From the entries below, extract every line that includes the word "junction".
*** Block opens ***
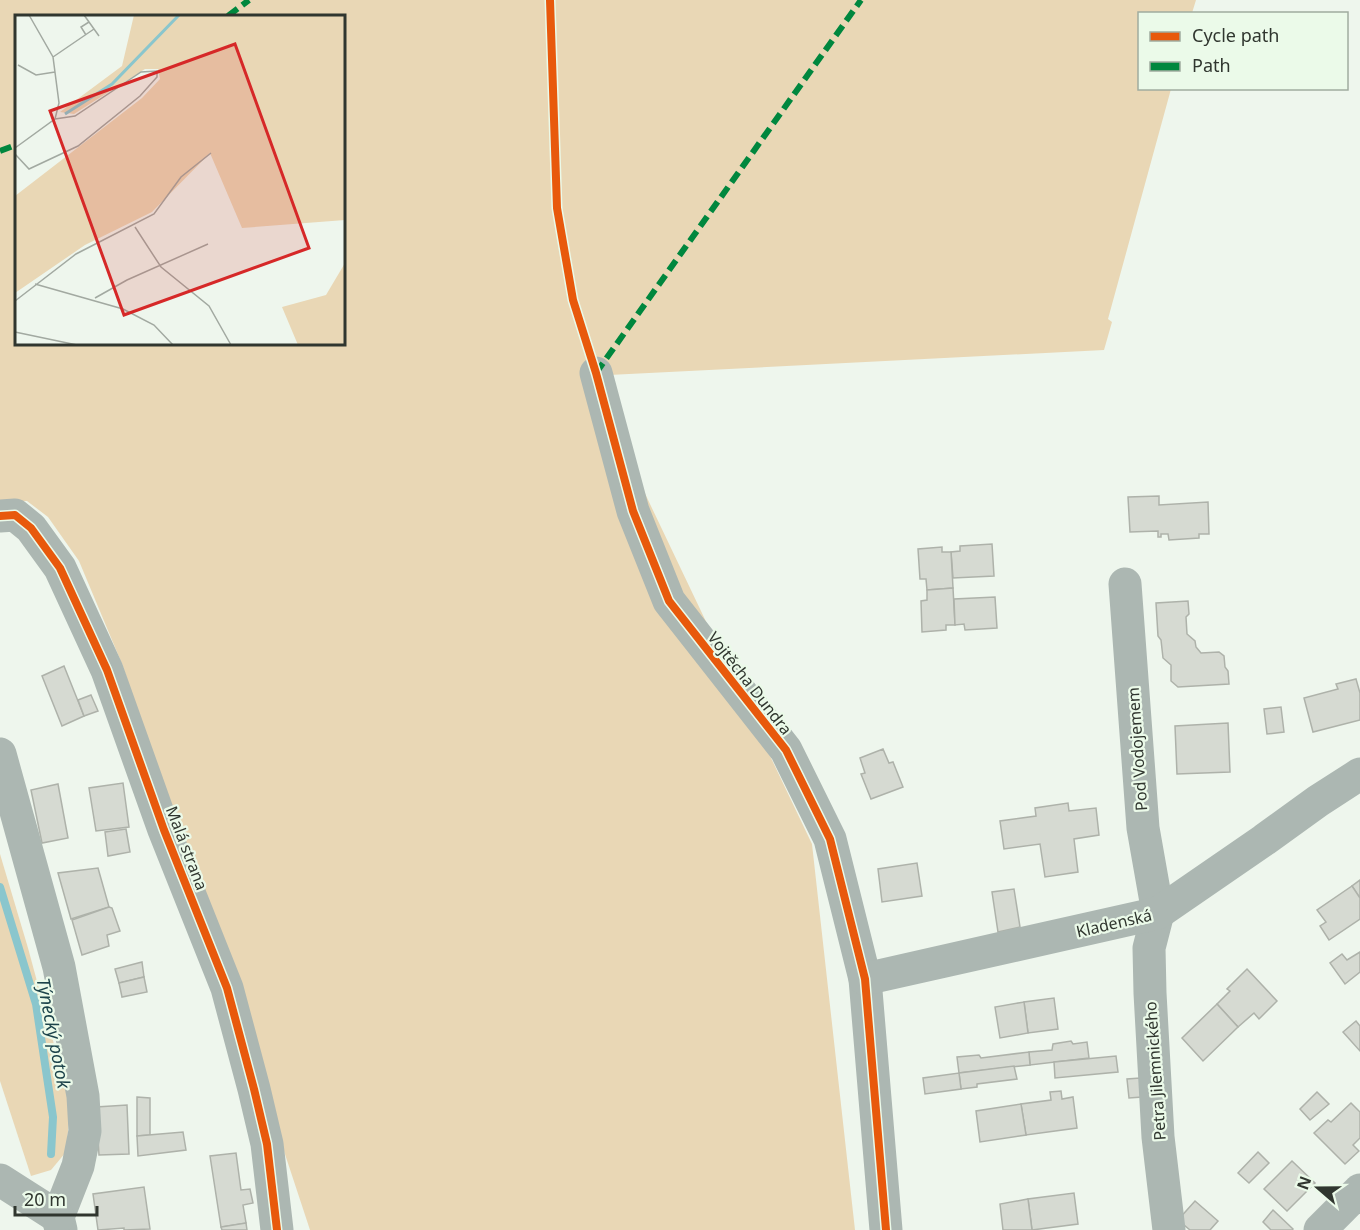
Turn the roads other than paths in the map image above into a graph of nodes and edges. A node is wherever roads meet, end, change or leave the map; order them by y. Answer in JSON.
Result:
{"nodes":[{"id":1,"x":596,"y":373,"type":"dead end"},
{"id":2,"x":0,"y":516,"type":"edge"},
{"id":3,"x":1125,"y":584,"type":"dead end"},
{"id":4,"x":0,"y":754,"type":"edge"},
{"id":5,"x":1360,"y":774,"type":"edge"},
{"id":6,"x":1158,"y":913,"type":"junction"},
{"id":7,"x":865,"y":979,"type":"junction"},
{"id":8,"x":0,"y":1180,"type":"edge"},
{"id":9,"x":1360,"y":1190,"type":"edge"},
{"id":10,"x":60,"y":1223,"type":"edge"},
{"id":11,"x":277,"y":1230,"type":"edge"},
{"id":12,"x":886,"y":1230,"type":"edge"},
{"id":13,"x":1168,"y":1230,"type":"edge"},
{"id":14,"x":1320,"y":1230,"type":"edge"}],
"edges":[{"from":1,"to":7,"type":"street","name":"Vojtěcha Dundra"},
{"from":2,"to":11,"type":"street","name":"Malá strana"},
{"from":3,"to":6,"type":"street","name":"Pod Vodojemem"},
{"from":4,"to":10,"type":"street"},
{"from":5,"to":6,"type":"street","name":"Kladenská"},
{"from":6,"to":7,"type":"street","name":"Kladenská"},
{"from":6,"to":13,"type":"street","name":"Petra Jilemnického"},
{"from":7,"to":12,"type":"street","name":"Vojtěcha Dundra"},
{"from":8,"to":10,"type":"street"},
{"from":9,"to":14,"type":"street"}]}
*** Block closes ***
## TASK RESULT
{"id":6,"x":1158,"y":913,"type":"junction"},
{"id":7,"x":865,"y":979,"type":"junction"},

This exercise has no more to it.